For frost tolerance screening, we’re combining controlled lab experiments with field exposure, including adapting robotic imaging approaches, to detect bud injury. This work has been guided by leading cold-climate researcher Markus Keller at Washington State University.
From lab bench to vineyard row
After four years of sterile plantlet production, we can now take new clones from the lab, via the nursery, to the breeding vineyard with a greater than 97% survival rate. The vines then follow a special management programme to accelerate their growth through a juvenile phase to mature vines ready for screening to begin the following year.
SB2.0 Clones in the nursery
We’re now also testing ways to speed up their progress from early selection to commercial trials. An experiment in Marlborough this season will compare propagation strategies, including top-grafting buds from new clones onto established vines.
New gene technologies
This year, the government proposed new legislation to update gene technology definitions. BRI’s science team have provided technical expertise to support education and constructive discussion about gene technologies and market-access considerations. This has been met with enthusiastic industry engagement at Grape Days events, webinars, and with groups like Organic Winegrowers NZ.
Even if the industry chooses to move cautiously on new gene technologies, building capability in regulated research settings has value. We’ve tested the necessary steps for non-transgenic editing, including regeneration from grapevine protoplasts. These techniques would enable early validation of breeding strategies and may one day form the basis of new approaches for grapevine improvement, as demonstrated in overseas trials.
Networks and spin-offs
On an international scale, SB2.0 is a unique programme that has attracted interest and collaboration opportunities. We have forged direct connections with grape breeders in Europe and North America, including technical visits to UC Davis, Cornell, USDA, and E. & J. Gallo. We hosted breeders Valentin Blattner (Switzerland) and Peter Cousins (USA) to exchange knowledge on mildew resistance genetics, and we will host breeders from Geisenheim University and ICVV (Spain) in early 2026.

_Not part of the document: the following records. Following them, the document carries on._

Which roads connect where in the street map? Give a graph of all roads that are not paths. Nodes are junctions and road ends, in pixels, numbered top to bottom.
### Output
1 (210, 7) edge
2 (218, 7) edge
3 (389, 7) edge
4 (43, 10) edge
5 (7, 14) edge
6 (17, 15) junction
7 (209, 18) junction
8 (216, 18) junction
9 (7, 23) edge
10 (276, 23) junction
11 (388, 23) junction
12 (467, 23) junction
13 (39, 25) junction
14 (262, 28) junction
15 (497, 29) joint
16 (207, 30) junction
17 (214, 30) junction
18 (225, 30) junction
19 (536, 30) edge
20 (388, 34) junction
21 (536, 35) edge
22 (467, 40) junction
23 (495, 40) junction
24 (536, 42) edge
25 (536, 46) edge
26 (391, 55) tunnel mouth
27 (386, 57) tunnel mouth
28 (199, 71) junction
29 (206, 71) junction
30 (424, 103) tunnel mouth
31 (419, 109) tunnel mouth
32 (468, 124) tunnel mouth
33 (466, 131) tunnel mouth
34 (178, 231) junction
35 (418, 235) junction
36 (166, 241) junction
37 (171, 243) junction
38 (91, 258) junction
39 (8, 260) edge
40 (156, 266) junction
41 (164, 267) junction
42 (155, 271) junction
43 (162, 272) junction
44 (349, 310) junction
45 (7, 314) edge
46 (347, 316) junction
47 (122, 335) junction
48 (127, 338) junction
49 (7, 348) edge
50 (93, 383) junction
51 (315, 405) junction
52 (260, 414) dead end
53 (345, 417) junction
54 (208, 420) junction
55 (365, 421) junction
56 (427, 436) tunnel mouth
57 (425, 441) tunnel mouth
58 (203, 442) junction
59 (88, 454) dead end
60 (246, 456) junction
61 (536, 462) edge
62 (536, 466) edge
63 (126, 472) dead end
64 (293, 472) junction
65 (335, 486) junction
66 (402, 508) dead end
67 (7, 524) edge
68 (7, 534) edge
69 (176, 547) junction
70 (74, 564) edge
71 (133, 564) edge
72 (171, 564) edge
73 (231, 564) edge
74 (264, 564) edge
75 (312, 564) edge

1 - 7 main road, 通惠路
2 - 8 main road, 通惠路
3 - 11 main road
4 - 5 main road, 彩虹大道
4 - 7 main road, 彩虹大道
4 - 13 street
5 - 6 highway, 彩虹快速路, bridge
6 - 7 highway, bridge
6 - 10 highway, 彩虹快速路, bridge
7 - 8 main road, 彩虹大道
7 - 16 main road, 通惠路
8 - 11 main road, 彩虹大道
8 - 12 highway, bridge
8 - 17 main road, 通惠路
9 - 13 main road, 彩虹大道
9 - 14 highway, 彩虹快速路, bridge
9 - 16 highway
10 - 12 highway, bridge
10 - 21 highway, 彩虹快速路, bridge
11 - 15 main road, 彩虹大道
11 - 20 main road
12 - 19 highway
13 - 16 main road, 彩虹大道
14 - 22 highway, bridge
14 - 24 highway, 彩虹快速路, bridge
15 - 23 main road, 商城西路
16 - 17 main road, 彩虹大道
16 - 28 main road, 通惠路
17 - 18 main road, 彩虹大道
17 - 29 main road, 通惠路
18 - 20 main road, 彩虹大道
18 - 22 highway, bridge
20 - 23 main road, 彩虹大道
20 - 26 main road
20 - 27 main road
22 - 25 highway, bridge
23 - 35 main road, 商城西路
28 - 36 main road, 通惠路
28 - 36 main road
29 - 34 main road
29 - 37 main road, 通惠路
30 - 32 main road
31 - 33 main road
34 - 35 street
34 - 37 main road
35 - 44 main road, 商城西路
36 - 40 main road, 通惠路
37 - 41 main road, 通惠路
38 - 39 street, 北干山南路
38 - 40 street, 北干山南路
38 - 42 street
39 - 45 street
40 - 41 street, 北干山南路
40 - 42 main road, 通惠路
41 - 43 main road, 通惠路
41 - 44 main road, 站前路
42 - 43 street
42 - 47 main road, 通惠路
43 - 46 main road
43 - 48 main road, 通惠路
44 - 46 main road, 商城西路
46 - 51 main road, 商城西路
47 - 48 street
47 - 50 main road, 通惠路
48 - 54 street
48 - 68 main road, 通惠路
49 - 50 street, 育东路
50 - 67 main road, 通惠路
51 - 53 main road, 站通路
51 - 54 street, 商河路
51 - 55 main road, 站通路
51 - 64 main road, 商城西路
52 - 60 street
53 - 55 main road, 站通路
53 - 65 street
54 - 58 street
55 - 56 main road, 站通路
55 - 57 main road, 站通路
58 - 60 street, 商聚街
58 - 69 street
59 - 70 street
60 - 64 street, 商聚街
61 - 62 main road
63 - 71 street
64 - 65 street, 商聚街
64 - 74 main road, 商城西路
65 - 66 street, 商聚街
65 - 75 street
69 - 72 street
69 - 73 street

UC Davis breeding programme with breeder Luis Diaz Garcia
Locally, the platform connects grantor companies, regional grower communities, and industry committees with science through workshops, newsletters and in-person meetings. It improves two-way learning about what breeding can deliver and which improvements would be most impactful.
What comes next
Selection takes time, but the platform we’ve built uses modern technology and international connectedness to reduce the time and cost per decision. The next phase of SB2.0 is about selecting traits that make Sauvignon Blanc more resilient, such as mildew tolerance, drought response, and frost tolerance. This will mean running objective, repeatable screening workflows, connecting trait measures to genetics, and eventually moving the most promising material into pre-commercial trials.
Beyond the core goals, SB2.0 tools are already supporting spin-off projects, including fungicide resistance surveys, RNA-based treatments for leafroll virus, characterising the diversity of Pinot Noir clones, and breeding local disease-tolerant varieties together with the Bioeconomy Sciences Institute.
The programme offers more than the opportunity to develop the next Sauvignon Blanc clone. It’s also enhancing our ability to keep improving vines as climate, disease pressure, and markets evolve, using innovation and collaboration.